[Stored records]
= = =

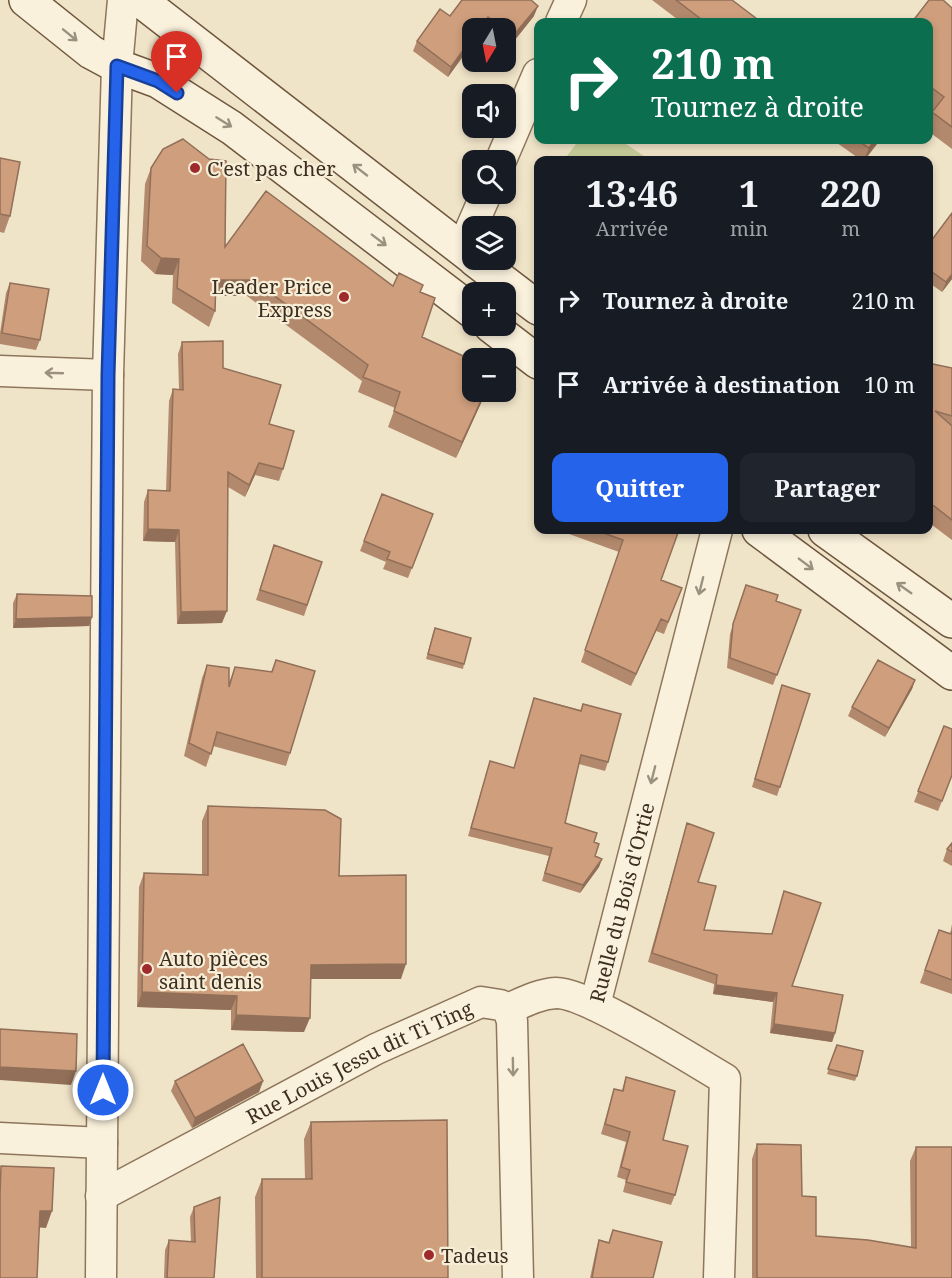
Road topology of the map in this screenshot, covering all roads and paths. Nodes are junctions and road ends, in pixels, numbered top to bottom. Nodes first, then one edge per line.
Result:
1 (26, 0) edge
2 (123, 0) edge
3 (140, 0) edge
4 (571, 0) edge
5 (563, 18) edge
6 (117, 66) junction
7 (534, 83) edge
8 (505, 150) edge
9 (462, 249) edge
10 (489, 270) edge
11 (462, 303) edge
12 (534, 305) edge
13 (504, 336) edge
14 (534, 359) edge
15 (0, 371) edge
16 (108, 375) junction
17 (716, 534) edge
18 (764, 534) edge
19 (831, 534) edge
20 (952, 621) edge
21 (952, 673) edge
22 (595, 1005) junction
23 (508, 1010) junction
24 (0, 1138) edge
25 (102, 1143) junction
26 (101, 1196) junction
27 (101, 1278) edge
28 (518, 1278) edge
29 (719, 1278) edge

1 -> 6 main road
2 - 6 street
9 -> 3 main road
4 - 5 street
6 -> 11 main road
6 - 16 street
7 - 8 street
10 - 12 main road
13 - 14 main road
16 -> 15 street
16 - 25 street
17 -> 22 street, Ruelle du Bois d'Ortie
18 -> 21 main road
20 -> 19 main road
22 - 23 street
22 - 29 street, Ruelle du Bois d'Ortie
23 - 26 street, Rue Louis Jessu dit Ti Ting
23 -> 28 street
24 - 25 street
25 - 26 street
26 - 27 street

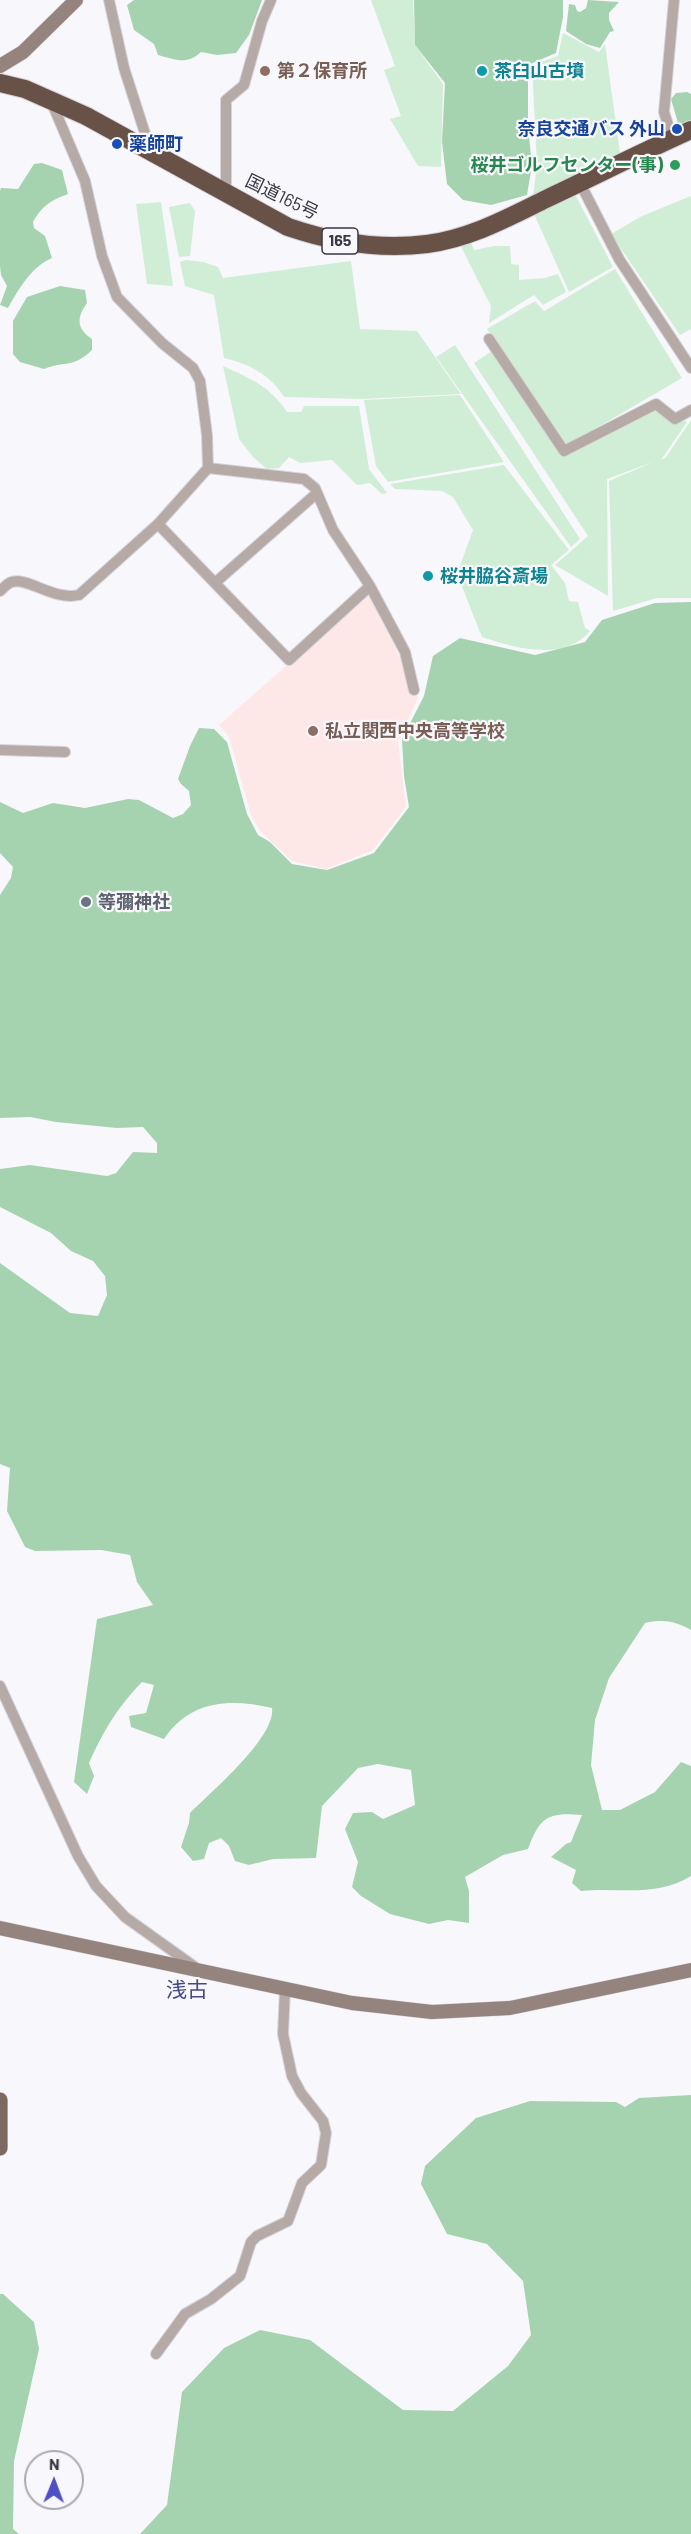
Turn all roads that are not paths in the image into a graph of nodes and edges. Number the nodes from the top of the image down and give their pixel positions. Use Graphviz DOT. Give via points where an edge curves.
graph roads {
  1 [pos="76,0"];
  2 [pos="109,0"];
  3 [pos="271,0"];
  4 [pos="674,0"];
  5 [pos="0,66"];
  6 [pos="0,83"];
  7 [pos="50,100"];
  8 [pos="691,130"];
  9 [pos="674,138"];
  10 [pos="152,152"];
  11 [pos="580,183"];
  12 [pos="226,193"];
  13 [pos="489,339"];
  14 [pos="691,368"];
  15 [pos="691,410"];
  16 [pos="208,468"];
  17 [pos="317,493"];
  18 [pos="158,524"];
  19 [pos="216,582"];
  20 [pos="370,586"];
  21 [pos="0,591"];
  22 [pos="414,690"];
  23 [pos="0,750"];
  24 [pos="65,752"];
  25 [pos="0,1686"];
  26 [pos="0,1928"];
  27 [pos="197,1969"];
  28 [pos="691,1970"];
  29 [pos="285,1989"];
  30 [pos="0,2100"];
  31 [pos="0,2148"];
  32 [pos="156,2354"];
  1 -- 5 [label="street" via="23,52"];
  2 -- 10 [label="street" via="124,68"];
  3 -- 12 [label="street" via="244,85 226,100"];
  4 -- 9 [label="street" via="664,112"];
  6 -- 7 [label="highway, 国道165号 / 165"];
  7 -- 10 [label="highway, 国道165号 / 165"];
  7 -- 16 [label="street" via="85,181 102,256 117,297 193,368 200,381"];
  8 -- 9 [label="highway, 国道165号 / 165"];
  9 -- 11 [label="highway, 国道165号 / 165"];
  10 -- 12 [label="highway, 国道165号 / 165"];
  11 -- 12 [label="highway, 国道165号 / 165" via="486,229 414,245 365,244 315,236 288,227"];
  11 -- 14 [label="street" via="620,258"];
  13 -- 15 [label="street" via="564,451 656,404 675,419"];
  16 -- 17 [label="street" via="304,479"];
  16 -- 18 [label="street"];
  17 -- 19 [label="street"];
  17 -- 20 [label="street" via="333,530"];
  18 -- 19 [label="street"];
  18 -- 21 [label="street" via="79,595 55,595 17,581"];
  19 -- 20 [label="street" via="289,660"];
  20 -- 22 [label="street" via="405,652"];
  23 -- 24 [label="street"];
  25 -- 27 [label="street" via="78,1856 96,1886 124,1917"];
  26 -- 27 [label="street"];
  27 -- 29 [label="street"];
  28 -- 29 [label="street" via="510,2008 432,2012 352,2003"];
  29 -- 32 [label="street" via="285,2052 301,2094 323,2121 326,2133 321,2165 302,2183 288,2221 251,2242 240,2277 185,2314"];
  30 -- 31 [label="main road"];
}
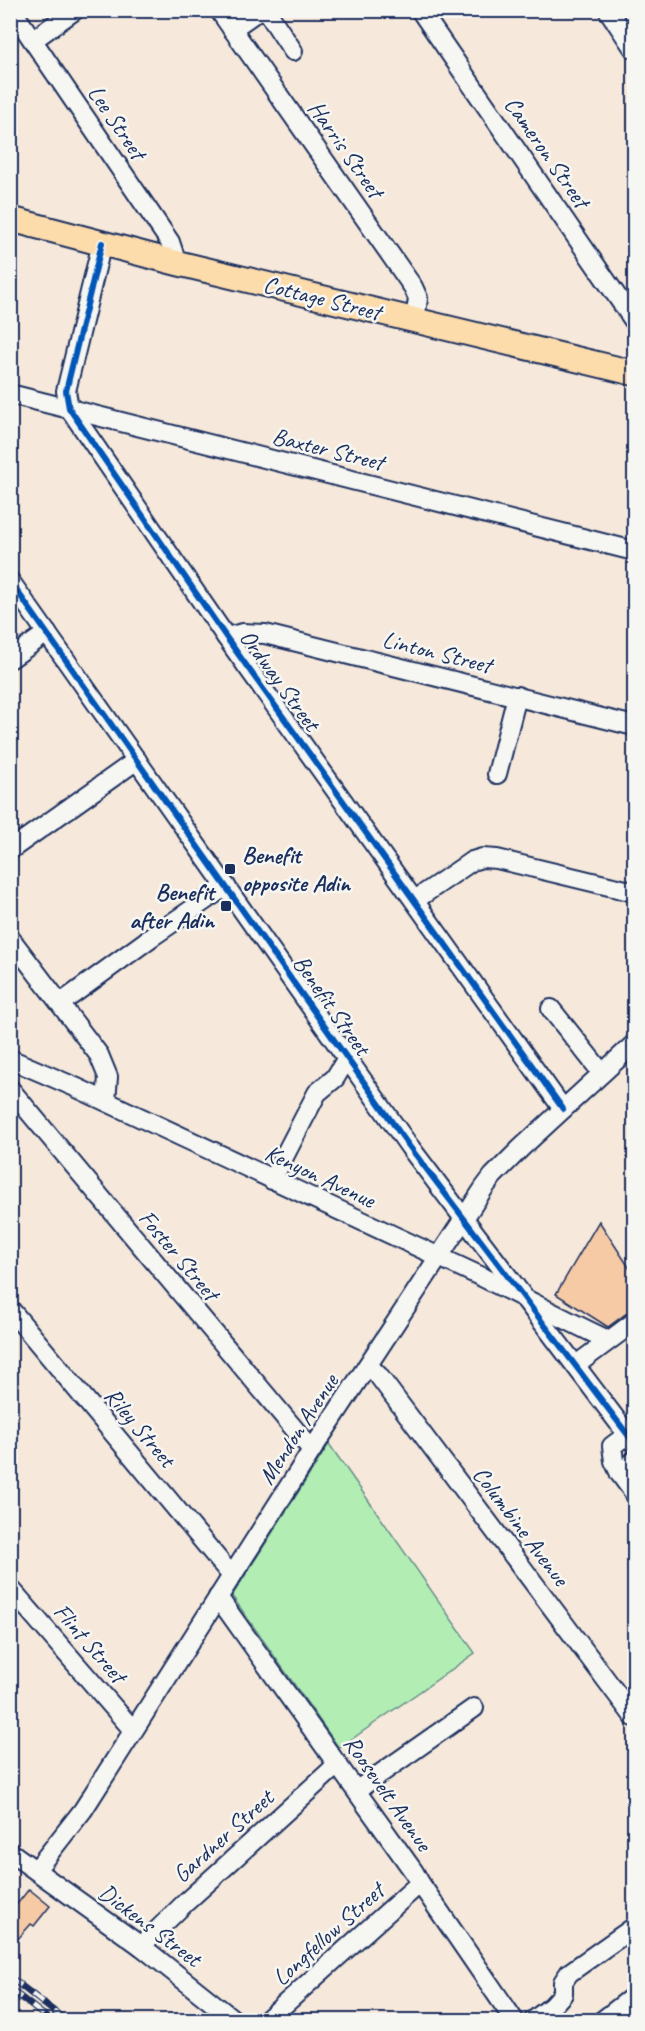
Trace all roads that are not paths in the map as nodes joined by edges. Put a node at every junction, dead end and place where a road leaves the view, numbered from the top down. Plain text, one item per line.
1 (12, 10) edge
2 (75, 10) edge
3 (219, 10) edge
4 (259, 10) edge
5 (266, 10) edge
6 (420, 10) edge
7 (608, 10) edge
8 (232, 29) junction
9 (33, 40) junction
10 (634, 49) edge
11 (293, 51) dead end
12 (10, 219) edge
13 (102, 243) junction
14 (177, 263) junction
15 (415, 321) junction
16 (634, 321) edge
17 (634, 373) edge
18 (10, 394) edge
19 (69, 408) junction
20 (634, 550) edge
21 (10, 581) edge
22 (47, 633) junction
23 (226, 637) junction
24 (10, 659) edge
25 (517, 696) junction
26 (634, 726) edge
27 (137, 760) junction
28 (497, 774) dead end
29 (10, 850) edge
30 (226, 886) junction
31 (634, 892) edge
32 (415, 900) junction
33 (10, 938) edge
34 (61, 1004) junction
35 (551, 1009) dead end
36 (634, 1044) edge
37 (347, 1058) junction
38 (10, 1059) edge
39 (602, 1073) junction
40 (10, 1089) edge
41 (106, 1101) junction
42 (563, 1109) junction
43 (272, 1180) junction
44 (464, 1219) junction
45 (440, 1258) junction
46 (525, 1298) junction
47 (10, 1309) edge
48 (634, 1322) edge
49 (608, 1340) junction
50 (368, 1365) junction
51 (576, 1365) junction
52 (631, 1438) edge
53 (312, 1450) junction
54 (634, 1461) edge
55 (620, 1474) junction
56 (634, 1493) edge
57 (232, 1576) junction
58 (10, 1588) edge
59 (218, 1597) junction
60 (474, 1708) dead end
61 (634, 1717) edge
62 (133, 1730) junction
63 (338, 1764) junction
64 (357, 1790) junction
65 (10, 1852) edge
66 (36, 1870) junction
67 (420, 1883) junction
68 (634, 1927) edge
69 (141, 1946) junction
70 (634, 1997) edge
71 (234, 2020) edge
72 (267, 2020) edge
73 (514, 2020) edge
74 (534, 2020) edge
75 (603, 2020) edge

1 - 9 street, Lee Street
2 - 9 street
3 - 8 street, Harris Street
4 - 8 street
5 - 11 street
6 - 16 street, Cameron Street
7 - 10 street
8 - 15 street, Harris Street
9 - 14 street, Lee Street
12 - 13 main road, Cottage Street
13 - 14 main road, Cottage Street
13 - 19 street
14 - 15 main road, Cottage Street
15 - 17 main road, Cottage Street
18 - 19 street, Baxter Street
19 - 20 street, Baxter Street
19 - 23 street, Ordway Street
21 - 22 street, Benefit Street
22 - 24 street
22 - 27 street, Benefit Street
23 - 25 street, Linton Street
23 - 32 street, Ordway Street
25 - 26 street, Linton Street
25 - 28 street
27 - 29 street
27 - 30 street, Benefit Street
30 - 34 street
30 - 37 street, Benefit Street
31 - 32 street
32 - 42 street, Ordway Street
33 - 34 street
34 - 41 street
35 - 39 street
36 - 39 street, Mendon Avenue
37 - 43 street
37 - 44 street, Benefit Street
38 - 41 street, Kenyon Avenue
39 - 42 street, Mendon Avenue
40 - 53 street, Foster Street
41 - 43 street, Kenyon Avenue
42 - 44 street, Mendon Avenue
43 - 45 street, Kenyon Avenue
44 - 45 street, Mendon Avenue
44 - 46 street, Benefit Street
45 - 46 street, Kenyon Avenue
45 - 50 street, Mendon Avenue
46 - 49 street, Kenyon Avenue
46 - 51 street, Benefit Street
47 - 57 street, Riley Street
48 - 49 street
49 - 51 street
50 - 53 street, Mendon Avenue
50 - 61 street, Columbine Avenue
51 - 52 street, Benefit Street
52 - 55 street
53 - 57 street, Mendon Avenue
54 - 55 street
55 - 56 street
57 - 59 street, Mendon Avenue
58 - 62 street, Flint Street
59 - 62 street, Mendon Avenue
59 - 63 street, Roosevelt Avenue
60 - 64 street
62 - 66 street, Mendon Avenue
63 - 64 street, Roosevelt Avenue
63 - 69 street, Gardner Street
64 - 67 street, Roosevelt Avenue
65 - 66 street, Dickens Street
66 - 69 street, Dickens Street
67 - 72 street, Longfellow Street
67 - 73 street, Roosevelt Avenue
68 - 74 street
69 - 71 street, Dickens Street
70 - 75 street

= = =

*Work instructions*: Say how many lines in the entries include the word "Kenyon", with no text around the number.

*Problem solution*: 5